__Extracted data__.
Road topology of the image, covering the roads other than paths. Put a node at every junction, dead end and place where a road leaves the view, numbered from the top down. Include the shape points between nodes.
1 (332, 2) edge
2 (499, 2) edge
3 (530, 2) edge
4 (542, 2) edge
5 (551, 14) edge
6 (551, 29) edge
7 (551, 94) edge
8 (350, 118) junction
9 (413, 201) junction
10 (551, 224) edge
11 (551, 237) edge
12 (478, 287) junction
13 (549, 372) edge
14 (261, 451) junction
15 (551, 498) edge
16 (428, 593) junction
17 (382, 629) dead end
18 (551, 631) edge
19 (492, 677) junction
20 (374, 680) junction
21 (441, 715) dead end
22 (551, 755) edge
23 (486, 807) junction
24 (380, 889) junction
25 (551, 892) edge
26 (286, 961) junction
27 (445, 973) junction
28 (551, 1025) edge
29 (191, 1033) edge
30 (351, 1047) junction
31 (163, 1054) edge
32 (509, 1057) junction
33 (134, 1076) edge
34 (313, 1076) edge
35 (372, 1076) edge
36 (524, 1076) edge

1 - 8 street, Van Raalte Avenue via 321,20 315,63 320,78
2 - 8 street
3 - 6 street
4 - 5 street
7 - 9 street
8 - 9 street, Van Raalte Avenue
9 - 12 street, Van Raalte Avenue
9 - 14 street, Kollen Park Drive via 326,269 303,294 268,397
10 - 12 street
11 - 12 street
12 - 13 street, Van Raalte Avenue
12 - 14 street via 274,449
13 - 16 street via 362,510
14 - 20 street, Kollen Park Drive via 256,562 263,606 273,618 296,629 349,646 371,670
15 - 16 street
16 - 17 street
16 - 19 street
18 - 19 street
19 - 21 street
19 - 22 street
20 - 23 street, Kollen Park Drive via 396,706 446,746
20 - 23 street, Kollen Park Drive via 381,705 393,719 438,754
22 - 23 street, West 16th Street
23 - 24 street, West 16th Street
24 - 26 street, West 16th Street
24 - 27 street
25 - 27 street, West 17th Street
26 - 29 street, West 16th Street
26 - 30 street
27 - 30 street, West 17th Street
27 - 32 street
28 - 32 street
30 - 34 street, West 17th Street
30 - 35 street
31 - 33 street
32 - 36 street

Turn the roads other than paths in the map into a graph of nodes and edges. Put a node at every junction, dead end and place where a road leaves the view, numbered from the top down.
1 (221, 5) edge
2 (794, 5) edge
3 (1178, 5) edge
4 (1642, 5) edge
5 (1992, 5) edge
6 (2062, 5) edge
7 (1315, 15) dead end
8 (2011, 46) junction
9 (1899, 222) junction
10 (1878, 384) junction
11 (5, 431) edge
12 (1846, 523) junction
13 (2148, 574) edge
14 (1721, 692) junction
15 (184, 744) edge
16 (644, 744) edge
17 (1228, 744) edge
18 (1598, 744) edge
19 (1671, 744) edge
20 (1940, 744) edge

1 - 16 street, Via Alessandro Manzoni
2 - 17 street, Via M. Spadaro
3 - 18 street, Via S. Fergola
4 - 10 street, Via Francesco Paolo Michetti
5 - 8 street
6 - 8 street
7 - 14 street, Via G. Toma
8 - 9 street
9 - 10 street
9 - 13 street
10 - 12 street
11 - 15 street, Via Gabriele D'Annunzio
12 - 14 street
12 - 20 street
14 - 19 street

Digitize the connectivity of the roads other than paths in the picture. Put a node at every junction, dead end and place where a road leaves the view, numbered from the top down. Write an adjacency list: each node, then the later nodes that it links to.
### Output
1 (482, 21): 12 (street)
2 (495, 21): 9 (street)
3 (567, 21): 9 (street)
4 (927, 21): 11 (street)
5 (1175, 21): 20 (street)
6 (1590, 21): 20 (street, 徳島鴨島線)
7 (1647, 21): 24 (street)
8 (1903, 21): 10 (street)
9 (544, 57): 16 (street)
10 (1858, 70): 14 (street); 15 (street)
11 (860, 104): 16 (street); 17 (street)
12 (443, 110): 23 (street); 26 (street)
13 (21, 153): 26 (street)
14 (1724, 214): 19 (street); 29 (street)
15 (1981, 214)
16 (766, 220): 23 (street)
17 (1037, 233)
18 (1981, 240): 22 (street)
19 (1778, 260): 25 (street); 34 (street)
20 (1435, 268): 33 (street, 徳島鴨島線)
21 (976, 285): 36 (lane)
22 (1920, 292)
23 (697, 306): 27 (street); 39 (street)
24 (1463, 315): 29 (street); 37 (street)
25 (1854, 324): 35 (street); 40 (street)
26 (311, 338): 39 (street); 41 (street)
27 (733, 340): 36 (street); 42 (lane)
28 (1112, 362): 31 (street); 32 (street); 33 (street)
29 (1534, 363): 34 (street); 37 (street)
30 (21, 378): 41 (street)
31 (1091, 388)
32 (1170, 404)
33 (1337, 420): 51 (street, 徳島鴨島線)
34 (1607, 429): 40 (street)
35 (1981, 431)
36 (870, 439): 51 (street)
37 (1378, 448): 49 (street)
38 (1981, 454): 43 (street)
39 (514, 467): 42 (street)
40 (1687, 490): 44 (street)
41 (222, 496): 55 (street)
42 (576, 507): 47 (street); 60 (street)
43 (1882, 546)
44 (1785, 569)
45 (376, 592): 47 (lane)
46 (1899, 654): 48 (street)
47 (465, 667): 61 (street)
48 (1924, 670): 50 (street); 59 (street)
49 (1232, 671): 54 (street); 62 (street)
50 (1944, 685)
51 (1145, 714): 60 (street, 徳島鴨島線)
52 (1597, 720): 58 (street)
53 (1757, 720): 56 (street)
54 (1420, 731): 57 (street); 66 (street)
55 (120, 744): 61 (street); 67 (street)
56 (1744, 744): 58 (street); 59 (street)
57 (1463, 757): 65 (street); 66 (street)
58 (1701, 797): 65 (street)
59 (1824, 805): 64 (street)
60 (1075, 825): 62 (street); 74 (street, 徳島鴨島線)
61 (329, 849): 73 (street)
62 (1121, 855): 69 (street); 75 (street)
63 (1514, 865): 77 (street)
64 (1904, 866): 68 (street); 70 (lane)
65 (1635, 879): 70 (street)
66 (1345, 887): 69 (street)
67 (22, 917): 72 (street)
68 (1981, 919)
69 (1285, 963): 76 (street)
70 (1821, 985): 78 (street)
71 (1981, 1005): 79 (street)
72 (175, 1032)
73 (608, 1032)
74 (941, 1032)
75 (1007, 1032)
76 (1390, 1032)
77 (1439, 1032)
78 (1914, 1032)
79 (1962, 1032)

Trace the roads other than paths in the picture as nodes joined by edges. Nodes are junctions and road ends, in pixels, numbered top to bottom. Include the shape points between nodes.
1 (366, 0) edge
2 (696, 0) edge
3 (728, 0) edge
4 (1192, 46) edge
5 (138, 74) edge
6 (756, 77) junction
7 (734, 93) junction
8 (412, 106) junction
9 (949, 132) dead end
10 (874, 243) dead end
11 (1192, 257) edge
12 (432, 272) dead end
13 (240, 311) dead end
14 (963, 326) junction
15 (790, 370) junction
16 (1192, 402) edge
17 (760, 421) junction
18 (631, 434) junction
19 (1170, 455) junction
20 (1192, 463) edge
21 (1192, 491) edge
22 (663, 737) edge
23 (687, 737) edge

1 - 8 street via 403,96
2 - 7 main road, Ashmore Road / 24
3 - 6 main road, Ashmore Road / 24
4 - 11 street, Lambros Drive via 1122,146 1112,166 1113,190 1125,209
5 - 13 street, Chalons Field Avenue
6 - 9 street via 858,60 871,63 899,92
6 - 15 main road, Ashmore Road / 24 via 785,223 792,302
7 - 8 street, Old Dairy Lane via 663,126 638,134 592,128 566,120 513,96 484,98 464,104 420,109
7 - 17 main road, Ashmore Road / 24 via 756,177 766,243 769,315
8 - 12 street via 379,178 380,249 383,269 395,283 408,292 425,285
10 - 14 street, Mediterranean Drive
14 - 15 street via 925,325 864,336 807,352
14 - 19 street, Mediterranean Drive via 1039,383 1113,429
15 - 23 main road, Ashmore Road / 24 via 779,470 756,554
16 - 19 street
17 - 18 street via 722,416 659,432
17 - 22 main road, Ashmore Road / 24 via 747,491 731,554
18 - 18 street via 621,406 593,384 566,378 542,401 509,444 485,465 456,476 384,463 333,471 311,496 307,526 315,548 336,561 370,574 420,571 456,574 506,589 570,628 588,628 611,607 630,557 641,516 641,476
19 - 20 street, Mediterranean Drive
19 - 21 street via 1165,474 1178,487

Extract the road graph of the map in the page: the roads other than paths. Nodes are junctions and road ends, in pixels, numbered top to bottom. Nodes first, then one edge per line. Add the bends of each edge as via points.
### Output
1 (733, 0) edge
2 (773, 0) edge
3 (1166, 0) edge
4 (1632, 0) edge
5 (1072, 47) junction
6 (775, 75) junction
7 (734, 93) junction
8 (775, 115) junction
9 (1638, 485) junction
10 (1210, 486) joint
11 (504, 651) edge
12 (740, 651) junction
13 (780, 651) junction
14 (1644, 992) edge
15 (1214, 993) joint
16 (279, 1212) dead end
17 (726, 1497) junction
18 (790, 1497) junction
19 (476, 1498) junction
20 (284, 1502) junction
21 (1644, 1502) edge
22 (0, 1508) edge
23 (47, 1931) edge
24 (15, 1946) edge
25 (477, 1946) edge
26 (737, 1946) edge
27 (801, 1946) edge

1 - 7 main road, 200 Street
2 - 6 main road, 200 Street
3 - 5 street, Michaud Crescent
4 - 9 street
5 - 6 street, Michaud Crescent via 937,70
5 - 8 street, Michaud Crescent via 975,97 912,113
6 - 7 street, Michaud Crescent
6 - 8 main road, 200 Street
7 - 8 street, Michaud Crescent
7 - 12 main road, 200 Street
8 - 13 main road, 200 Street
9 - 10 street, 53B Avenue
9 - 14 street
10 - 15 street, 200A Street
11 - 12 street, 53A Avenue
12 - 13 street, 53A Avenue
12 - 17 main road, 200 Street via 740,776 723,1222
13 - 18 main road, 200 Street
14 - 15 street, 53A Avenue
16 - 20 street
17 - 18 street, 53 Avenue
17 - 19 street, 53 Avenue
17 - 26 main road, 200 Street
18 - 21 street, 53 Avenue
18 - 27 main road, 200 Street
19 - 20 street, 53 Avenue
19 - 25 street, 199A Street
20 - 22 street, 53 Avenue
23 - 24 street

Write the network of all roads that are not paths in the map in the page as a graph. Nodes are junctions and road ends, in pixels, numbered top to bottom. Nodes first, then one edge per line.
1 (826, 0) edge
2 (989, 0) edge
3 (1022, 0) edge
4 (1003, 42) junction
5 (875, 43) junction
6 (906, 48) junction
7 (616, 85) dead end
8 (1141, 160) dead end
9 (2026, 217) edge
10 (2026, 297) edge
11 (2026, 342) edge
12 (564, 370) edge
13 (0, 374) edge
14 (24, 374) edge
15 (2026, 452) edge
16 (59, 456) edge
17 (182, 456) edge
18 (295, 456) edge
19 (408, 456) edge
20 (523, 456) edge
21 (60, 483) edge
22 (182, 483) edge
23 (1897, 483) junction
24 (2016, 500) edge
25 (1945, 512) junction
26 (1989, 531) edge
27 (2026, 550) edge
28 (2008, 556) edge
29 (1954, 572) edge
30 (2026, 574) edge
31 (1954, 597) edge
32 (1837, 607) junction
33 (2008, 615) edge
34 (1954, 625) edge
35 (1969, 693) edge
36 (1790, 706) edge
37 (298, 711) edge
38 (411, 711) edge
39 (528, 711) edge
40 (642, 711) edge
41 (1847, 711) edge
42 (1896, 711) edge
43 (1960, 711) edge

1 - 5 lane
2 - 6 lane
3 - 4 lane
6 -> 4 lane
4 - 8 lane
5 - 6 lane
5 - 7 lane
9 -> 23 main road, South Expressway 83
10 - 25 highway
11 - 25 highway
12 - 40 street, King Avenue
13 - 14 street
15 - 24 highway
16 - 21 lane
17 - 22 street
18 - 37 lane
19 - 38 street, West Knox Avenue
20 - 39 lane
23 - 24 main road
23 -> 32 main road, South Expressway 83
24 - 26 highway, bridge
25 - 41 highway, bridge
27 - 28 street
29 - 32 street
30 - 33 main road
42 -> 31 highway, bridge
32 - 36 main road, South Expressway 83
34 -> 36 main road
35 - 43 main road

__Action item__. Each line that holds the word "Write" should be extracted from the records.

__Exercise response__.
Digitize the connectivity of the roads other than paths in the picture. Put a node at every junction, dead end and place where a road leaves the view, numbered from the top down. Write an adjacency list: each node, then the later nodes that it links to.
Write the network of all roads that are not paths in the map in the page as a graph. Nodes are junctions and road ends, in pixels, numbered top to bottom. Nodes first, then one edge per line.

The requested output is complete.